__Goal of the exercise__.
Within the data below, tally the lines that contain "numbered" and state only the total.

Data extracted from a collection:

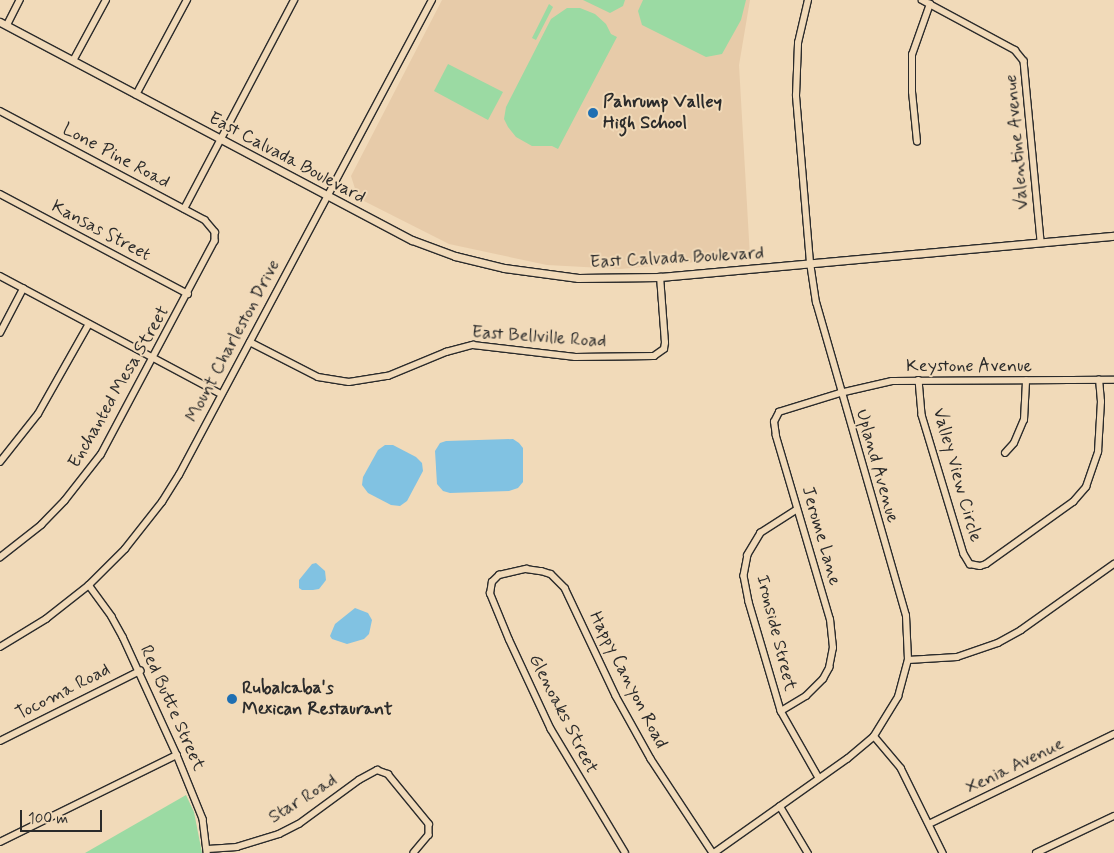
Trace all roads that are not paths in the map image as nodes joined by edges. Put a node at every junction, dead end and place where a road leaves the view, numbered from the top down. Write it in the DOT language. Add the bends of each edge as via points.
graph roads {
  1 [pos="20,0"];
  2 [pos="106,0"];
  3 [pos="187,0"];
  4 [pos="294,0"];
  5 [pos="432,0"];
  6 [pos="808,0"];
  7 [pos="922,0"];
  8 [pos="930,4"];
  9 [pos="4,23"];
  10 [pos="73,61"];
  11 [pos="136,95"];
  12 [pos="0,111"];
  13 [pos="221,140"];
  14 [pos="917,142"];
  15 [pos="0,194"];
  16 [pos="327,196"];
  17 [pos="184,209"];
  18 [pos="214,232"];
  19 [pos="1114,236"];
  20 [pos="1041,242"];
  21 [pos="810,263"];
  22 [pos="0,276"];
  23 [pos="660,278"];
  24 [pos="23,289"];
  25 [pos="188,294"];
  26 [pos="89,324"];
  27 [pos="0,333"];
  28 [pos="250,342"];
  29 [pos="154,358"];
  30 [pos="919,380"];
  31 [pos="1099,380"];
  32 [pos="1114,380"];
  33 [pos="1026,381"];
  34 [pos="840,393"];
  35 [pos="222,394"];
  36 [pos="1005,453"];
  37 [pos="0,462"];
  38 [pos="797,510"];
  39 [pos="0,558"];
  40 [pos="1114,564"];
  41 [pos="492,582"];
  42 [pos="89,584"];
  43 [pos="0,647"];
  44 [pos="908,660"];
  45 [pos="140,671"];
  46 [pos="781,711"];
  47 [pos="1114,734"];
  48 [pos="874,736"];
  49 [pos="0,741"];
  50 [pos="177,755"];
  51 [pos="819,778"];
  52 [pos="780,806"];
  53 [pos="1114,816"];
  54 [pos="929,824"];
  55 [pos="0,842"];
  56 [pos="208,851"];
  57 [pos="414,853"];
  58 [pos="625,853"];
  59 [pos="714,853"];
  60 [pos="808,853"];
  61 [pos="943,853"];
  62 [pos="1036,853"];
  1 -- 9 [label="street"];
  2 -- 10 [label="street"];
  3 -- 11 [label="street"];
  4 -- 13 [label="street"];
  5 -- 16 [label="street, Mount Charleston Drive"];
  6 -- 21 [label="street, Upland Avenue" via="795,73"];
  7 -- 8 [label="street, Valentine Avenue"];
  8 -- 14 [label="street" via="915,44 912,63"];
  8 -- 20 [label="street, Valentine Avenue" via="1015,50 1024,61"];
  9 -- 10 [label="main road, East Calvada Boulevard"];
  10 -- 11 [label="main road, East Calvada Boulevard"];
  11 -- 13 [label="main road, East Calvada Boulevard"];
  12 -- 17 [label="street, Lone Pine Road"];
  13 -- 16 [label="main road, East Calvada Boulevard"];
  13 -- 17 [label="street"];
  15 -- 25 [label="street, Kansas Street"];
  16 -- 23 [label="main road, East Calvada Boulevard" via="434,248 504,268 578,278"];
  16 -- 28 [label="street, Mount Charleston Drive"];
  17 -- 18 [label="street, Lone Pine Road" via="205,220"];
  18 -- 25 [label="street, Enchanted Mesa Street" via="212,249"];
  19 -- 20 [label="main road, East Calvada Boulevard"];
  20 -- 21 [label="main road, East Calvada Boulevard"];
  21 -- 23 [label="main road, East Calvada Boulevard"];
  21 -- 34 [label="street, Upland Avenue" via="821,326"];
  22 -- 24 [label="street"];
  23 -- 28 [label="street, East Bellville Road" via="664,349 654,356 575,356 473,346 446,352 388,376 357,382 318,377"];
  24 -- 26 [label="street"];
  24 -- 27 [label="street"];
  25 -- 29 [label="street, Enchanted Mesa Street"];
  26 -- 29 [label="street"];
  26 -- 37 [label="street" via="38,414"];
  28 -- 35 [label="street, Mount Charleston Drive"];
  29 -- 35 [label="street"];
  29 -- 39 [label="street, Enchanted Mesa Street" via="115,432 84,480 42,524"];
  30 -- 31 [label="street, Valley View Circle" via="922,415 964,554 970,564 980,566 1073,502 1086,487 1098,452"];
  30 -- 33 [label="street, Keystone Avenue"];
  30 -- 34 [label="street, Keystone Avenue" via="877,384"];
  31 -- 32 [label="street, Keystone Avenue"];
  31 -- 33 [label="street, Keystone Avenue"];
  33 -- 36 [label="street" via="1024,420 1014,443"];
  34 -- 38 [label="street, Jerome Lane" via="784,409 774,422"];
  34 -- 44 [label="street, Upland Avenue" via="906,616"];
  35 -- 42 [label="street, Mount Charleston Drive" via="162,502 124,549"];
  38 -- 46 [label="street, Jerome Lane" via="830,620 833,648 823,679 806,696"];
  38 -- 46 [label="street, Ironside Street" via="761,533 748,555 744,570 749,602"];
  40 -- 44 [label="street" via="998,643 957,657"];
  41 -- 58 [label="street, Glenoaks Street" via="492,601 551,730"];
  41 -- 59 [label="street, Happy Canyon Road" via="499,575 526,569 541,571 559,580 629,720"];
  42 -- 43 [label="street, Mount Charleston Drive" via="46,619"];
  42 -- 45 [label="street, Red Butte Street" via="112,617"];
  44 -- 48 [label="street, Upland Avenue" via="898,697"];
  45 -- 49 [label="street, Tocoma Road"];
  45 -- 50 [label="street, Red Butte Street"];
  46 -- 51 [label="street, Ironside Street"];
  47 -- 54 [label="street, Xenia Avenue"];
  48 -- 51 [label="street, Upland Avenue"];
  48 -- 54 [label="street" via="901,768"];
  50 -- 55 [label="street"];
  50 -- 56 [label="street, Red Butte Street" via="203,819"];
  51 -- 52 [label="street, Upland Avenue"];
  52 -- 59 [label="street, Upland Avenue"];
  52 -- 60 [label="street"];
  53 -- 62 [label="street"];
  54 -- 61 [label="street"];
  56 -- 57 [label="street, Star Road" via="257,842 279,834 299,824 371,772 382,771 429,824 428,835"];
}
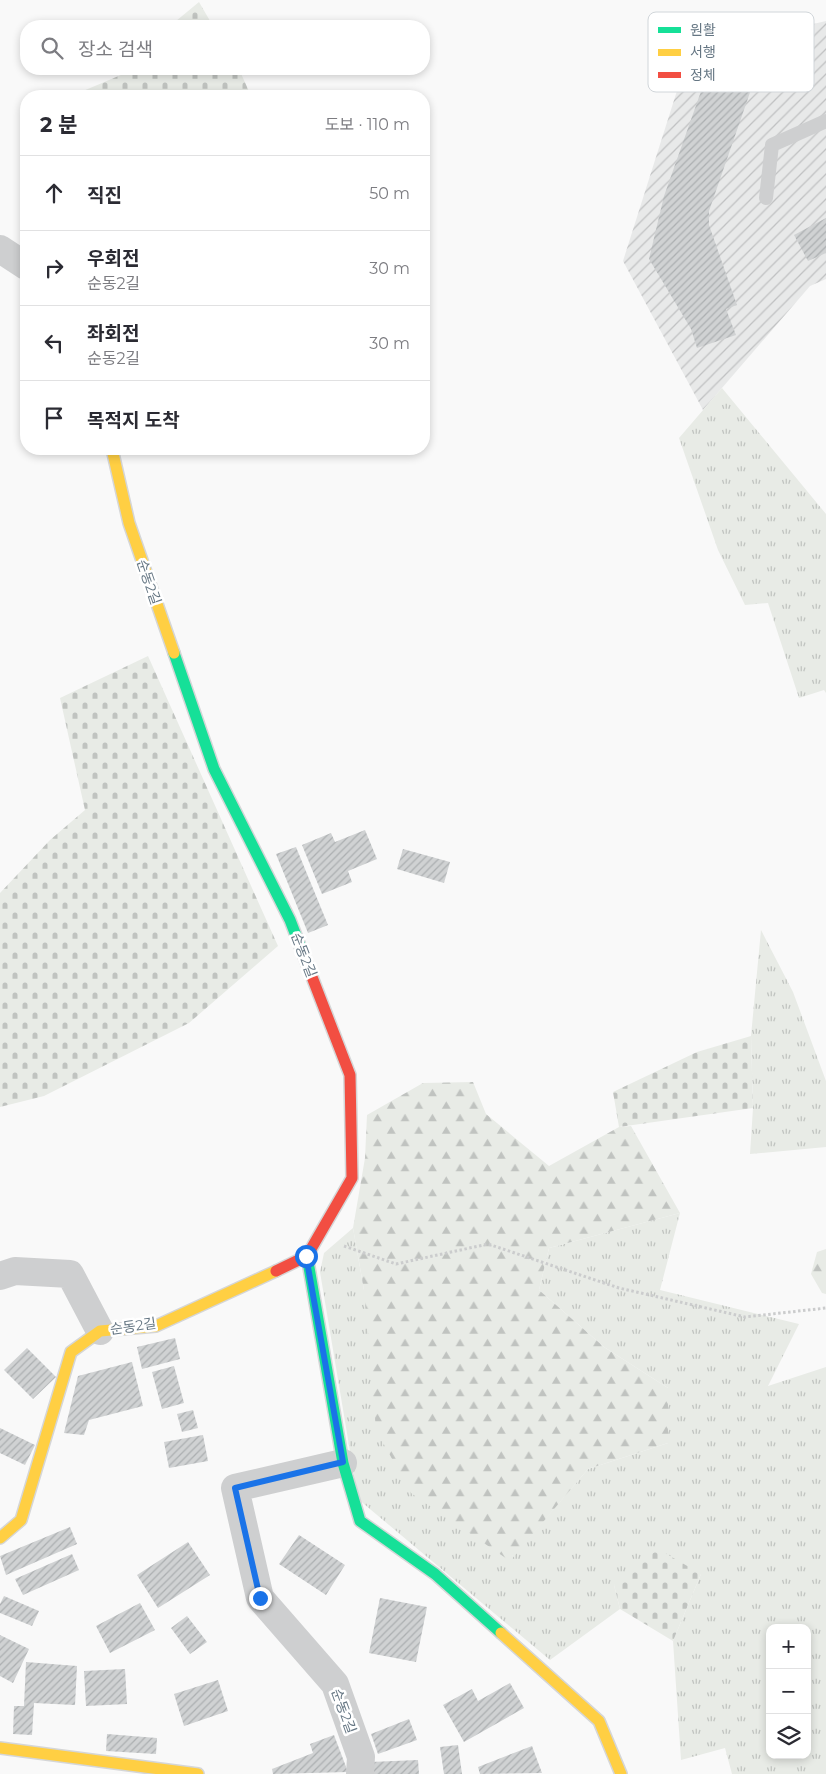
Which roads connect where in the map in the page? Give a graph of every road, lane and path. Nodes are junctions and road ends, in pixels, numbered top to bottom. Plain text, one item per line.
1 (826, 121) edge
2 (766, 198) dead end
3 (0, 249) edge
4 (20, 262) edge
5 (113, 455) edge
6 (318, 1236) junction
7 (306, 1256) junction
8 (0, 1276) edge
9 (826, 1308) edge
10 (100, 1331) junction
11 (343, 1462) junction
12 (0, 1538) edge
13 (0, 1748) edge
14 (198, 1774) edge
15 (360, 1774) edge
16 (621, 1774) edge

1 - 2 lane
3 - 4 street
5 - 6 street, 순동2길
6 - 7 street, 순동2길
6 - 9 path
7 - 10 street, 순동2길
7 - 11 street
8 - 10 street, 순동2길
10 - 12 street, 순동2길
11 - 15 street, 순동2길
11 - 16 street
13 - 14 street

__Response for this exercise__.
2